Seeger also went on to win a bronze medal for tennis at the 1957 Summer Deaflympics.

==Early life and education==
Seeger was born on May 30, 1924, in Evan, Minnesota, and grew up in Sleepy Eye. She was the daughter of Olga and William Taubert, and had one brother, Sheldon. At an early age, it was discovered Seeger was deaf. She was inspired by athlete Babe Didrikson Zaharias.

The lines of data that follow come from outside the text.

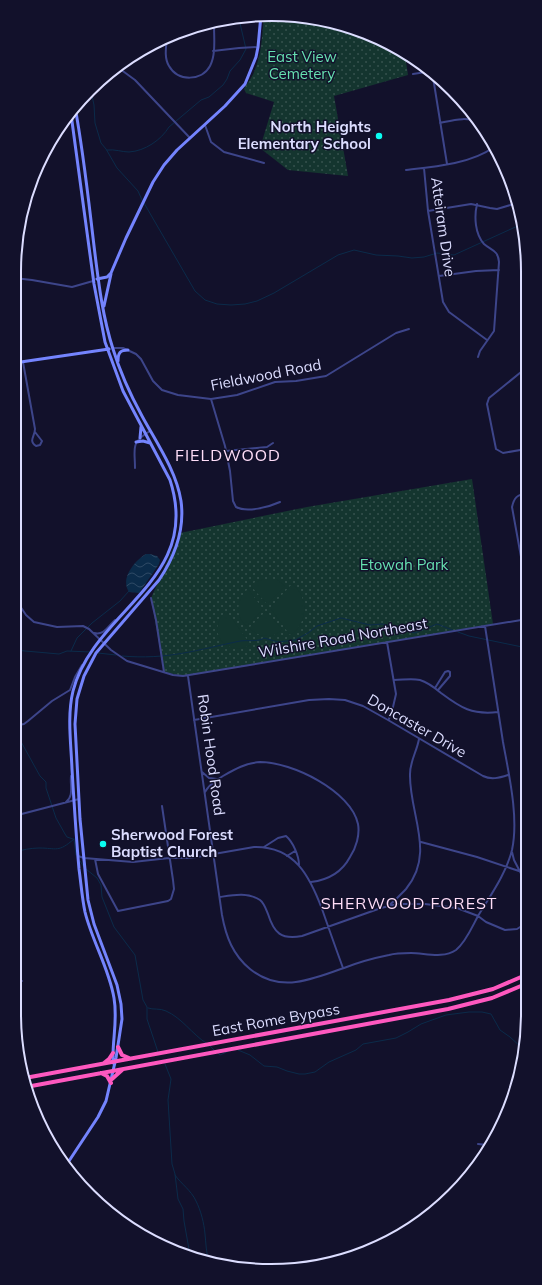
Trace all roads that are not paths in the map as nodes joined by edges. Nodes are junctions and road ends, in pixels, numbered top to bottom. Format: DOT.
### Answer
graph roads {
  1 [pos="260,22"];
  2 [pos="214,28"];
  3 [pos="167,44"];
  4 [pos="258,47"];
  5 [pos="214,51"];
  6 [pos="122,71"];
  7 [pos="422,73"];
  8 [pos="413,74"];
  9 [pos="434,81"];
  10 [pos="76,115"];
  11 [pos="72,120"];
  12 [pos="469,120"];
  13 [pos="440,123"];
  14 [pos="205,125"];
  15 [pos="190,138"];
  16 [pos="490,149"];
  17 [pos="264,163"];
  18 [pos="447,164"];
  19 [pos="424,168"];
  20 [pos="406,170"];
  21 [pos="477,204"];
  22 [pos="512,205"];
  23 [pos="428,211"];
  24 [pos="499,270"];
  25 [pos="111,273"];
  26 [pos="439,276"];
  27 [pos="21,279"];
  28 [pos="98,279"];
  29 [pos="93,281"];
  30 [pos="103,310"];
  31 [pos="409,329"];
  32 [pos="104,338"];
  33 [pos="487,340"];
  34 [pos="113,348"];
  35 [pos="107,349"];
  36 [pos="99,350"];
  37 [pos="128,350"];
  38 [pos="478,357"];
  39 [pos="23,362"];
  40 [pos="118,362"];
  41 [pos="521,372"];
  42 [pos="211,399"];
  43 [pos="141,425"];
  44 [pos="150,431"];
  45 [pos="35,432"];
  46 [pos="145,434"];
  47 [pos="140,438"];
  48 [pos="136,442"];
  49 [pos="272,443"];
  50 [pos="151,444"];
  51 [pos="521,450"];
  52 [pos="226,451"];
  53 [pos="135,468"];
  54 [pos="521,495"];
  55 [pos="280,502"];
  56 [pos="521,557"];
  57 [pos="151,598"];
  58 [pos="21,608"];
  59 [pos="123,614"];
  60 [pos="521,619"];
  61 [pos="484,626"];
  62 [pos="92,632"];
  63 [pos="100,639"];
  64 [pos="387,642"];
  65 [pos="104,644"];
  66 [pos="84,663"];
  67 [pos="164,672"];
  68 [pos="188,676"];
  69 [pos="394,680"];
  70 [pos="435,688"];
  71 [pos="438,690"];
  72 [pos="65,694"];
  73 [pos="71,700"];
  74 [pos="498,712"];
  75 [pos="194,720"];
  76 [pos="388,720"];
  77 [pos="21,725"];
  78 [pos="420,739"];
  79 [pos="72,767"];
  80 [pos="202,771"];
  81 [pos="509,775"];
  82 [pos="220,778"];
  83 [pos="205,793"];
  84 [pos="79,799"];
  85 [pos="74,800"];
  86 [pos="64,803"];
  87 [pos="162,806"];
  88 [pos="21,814"];
  89 [pos="421,842"];
  90 [pos="264,847"];
  91 [pos="295,850"];
  92 [pos="512,850"];
  93 [pos="214,854"];
  94 [pos="78,856"];
  95 [pos="287,856"];
  96 [pos="84,858"];
  97 [pos="169,858"];
  98 [pos="96,859"];
  99 [pos="299,865"];
  100 [pos="506,866"];
  101 [pos="520,871"];
  102 [pos="311,882"];
  103 [pos="220,897"];
  104 [pos="398,898"];
  105 [pos="402,904"];
  106 [pos="387,906"];
  107 [pos="478,916"];
  108 [pos="328,927"];
  109 [pos="521,927"];
  110 [pos="343,968"];
  111 [pos="521,977"];
  112 [pos="521,986"];
  113 [pos="118,1047"];
  114 [pos="113,1053"];
  115 [pos="132,1059"];
  116 [pos="114,1062"];
  117 [pos="102,1064"];
  118 [pos="124,1069"];
  119 [pos="113,1070"];
  120 [pos="101,1073"];
  121 [pos="30,1077"];
  122 [pos="112,1081"];
  123 [pos="32,1086"];
  124 [pos="478,1144"];
  125 [pos="484,1145"];
  126 [pos="69,1161"];
  1 -- 4 [label="main road"];
  2 -- 5 [label="street"];
  3 -- 5 [label="street"];
  4 -- 5 [label="street"];
  4 -- 14 [label="main road"];
  6 -- 15 [label="street"];
  7 -- 8 [label="street"];
  9 -- 13 [label="street"];
  10 -- 28 [label="main road"];
  11 -- 29 [label="main road"];
  12 -- 13 [label="street"];
  13 -- 18 [label="street"];
  14 -- 15 [label="main road"];
  14 -- 17 [label="street"];
  15 -- 25 [label="main road"];
  16 -- 18 [label="street, Atteiram Drive"];
  18 -- 19 [label="street, Atteiram Drive"];
  19 -- 20 [label="street"];
  19 -- 23 [label="street, Atteiram Drive"];
  21 -- 22 [label="street"];
  21 -- 23 [label="street"];
  21 -- 24 [label="street"];
  23 -- 26 [label="street, Atteiram Drive"];
  24 -- 26 [label="street"];
  24 -- 33 [label="street"];
  25 -- 28 [label="main road"];
  25 -- 30 [label="main road"];
  26 -- 33 [label="street, Atteiram Drive"];
  27 -- 29 [label="street"];
  28 -- 29 [label="main road"];
  28 -- 30 [label="main road"];
  29 -- 32 [label="main road"];
  30 -- 34 [label="main road"];
  31 -- 42 [label="street, Fieldwood Road"];
  32 -- 35 [label="main road"];
  32 -- 36 [label="main road"];
  33 -- 38 [label="street"];
  34 -- 35 [label="main road"];
  34 -- 37 [label="street"];
  34 -- 40 [label="main road"];
  35 -- 36 [label="main road"];
  35 -- 43 [label="main road"];
  36 -- 39 [label="main road"];
  37 -- 40 [label="main road"];
  37 -- 42 [label="street, Fieldwood Road"];
  39 -- 45 [label="street"];
  40 -- 44 [label="main road"];
  41 -- 51 [label="street"];
  42 -- 52 [label="street"];
  43 -- 46 [label="main road"];
  43 -- 47 [label="main road"];
  44 -- 46 [label="street"];
  44 -- 65 [label="main road"];
  45 -- 45 [label="street"];
  46 -- 47 [label="street"];
  46 -- 50 [label="main road"];
  47 -- 48 [label="street"];
  48 -- 50 [label="main road"];
  48 -- 53 [label="street"];
  49 -- 52 [label="street"];
  50 -- 59 [label="main road"];
  52 -- 55 [label="street"];
  54 -- 56 [label="street"];
  57 -- 67 [label="street"];
  58 -- 62 [label="street"];
  59 -- 62 [label="street"];
  59 -- 63 [label="main road"];
  60 -- 61 [label="street, Wilshire Road Northeast"];
  61 -- 64 [label="street, Wilshire Road Northeast"];
  61 -- 74 [label="street, Robin Hood Road"];
  62 -- 63 [label="street, Wilshire Road Northeast"];
  63 -- 65 [label="street, Wilshire Road Northeast"];
  63 -- 66 [label="main road"];
  64 -- 68 [label="street, Wilshire Road Northeast"];
  64 -- 69 [label="street"];
  65 -- 67 [label="street, Wilshire Road Northeast"];
  65 -- 84 [label="main road"];
  66 -- 72 [label="street"];
  66 -- 73 [label="main road"];
  67 -- 68 [label="street, Wilshire Road Northeast"];
  68 -- 75 [label="street, Robin Hood Road"];
  69 -- 70 [label="street"];
  69 -- 76 [label="street"];
  70 -- 71 [label="street"];
  70 -- 71 [label="street"];
  71 -- 74 [label="street"];
  72 -- 73 [label="street"];
  72 -- 77 [label="street"];
  73 -- 79 [label="main road"];
  74 -- 81 [label="street, Robin Hood Road"];
  75 -- 76 [label="street, Doncaster Drive"];
  75 -- 80 [label="street, Robin Hood Road"];
  76 -- 78 [label="street, Doncaster Drive"];
  78 -- 81 [label="street, Doncaster Drive"];
  78 -- 89 [label="street"];
  79 -- 85 [label="main road"];
  79 -- 86 [label="street"];
  80 -- 82 [label="street"];
  80 -- 83 [label="street, Robin Hood Road"];
  81 -- 92 [label="street, Robin Hood Road"];
  82 -- 83 [label="street"];
  82 -- 102 [label="street"];
  83 -- 93 [label="street, Robin Hood Road"];
  84 -- 85 [label="street"];
  84 -- 96 [label="main road"];
  85 -- 86 [label="street"];
  85 -- 94 [label="main road"];
  86 -- 88 [label="street"];
  87 -- 97 [label="street"];
  89 -- 100 [label="street"];
  89 -- 104 [label="street"];
  90 -- 91 [label="street"];
  90 -- 93 [label="street"];
  90 -- 95 [label="street"];
  91 -- 95 [label="street"];
  91 -- 99 [label="street"];
  92 -- 100 [label="street, Robin Hood Road"];
  92 -- 101 [label="street"];
  93 -- 97 [label="street"];
  93 -- 103 [label="street, Robin Hood Road"];
  94 -- 96 [label="street"];
  94 -- 114 [label="main road"];
  95 -- 99 [label="street"];
  96 -- 98 [label="street"];
  96 -- 113 [label="main road"];
  97 -- 98 [label="street"];
  97 -- 98 [label="street"];
  99 -- 102 [label="street"];
  100 -- 101 [label="street"];
  100 -- 107 [label="street, Robin Hood Road"];
  102 -- 108 [label="street"];
  103 -- 108 [label="street"];
  103 -- 110 [label="street, Robin Hood Road"];
  104 -- 105 [label="street"];
  104 -- 106 [label="street"];
  105 -- 106 [label="street"];
  105 -- 107 [label="street"];
  106 -- 108 [label="street"];
  107 -- 109 [label="street"];
  107 -- 110 [label="street, Robin Hood Road"];
  108 -- 110 [label="street"];
  111 -- 115 [label="highway, East Rome Bypass"];
  112 -- 118 [label="highway, East Rome Bypass"];
  113 -- 115 [label="highway"];
  113 -- 116 [label="main road"];
  114 -- 116 [label="main road"];
  114 -- 117 [label="highway"];
  115 -- 116 [label="highway, East Rome Bypass"];
  116 -- 117 [label="highway, East Rome Bypass"];
  116 -- 119 [label="main road"];
  117 -- 121 [label="highway, East Rome Bypass"];
  118 -- 119 [label="highway, East Rome Bypass"];
  118 -- 122 [label="highway"];
  119 -- 120 [label="highway, East Rome Bypass"];
  119 -- 122 [label="main road"];
  120 -- 122 [label="highway"];
  120 -- 123 [label="highway, East Rome Bypass"];
  122 -- 126 [label="main road"];
  124 -- 125 [label="street"];
}
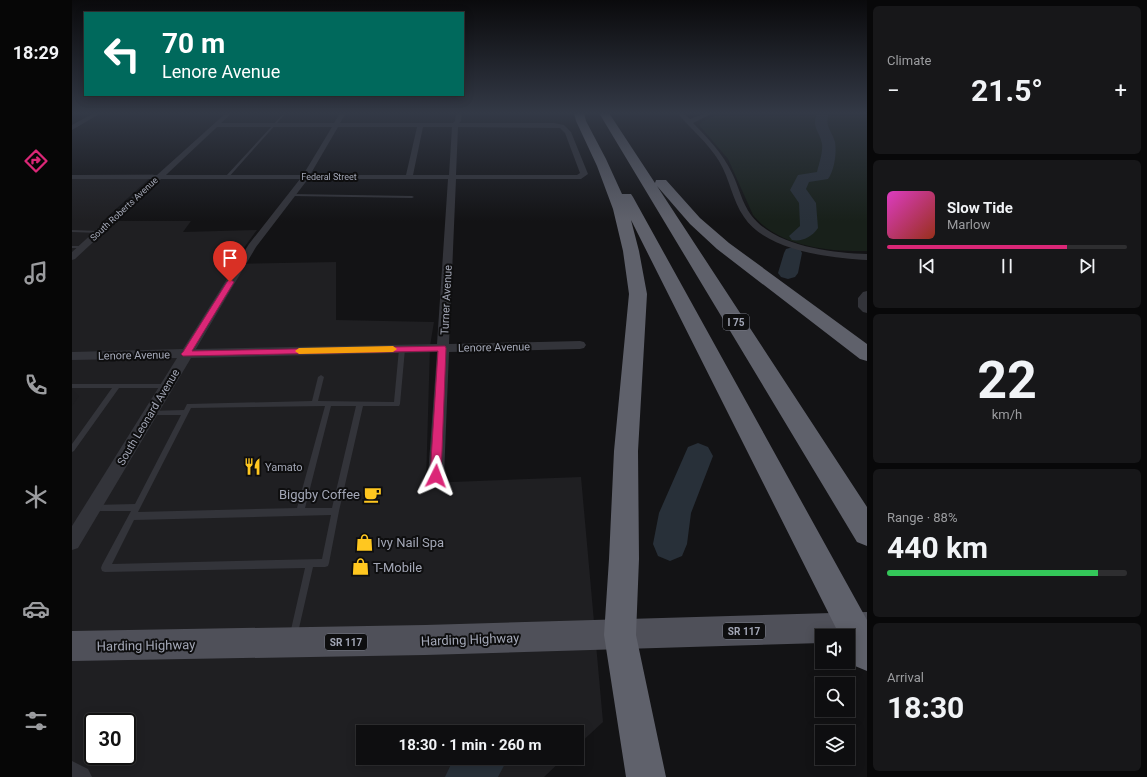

Seeger was educated at Rochester Institute for the Oral, and later Minnesota State School for the Deaf, where she took part in various sports competitions. After graduation, she enrolled at Gallaudet University where she participated in several sporting competitions due to her being a member of the Women's Athletic Association. It was part of Seeger's plan to become a coach and assist other people in achieving their goals in athletics. In 1949 she married Texan-born Julius Seeger one day after she graduated; they had one son, Mark (born 1960).

==Athletic career==
After completing her studies in 1949 with a bachelor of arts degree, she was selected as the first deaf American woman to compete for the United States track and field team in the 1957 Summer Deaflympics. Seeger took part in the 100-meter and 200-meter dash and high jump events. She also participated in the event's mixed double tennis competition alongside George Timchenko from Duarte, California, where she earned a bronze medal. She organized the first Texas School for the Deaf track and field team for girls seven years later, and in 1973, organized the school's first volleyball team, after she won several championships playing with the Austin Athletic Club. Two years later, Seeger was the woman's coach at the Pan American Games for the Deaf, and founded the Texas School for the Deaf's first softball team in 1986. She had also been the United States women track coach for five events. She entered the 2002 Senior Games of San Antonio, and won the gold medal in the 75–79 category of the field shot put, field discus, javelin, long jump and high jump events. Seeger won her 300th gold medal at the Pittsburgh National Senior Games in 2005, and was later appointed as a commissioner with the Texas Commission for the Deaf. She died on April 13, 2014, after living with Alzheimer's disease.

==Legacy==
In her career, Seeger amassed 27 medals as a coach to her athletes. She credited her success to her colleagues at Texas School for the Deaf and her husband Julius, but was known to be modest about her achievements. In 1969, Seeger was named "Woman of the Year" at Gallaudet University by the college's Women's Recreation Association, an annual award given to the "devotion, encouragement and self-sacrifice in assisting the deaf". The newspaper Austin American-Statesman recognized Seeger in its "Six Outstanding Women of Austin" in 1972. Sixteen years later, she was inducted into the Texas Women's Hall of Fame by the state's governor Bill Clements. Texas Woman's University stated of her success: "Ruth Taubert Seeger’s contributions to sports, her students, and the role model she has established for thousands of deaf children, are immeasurable".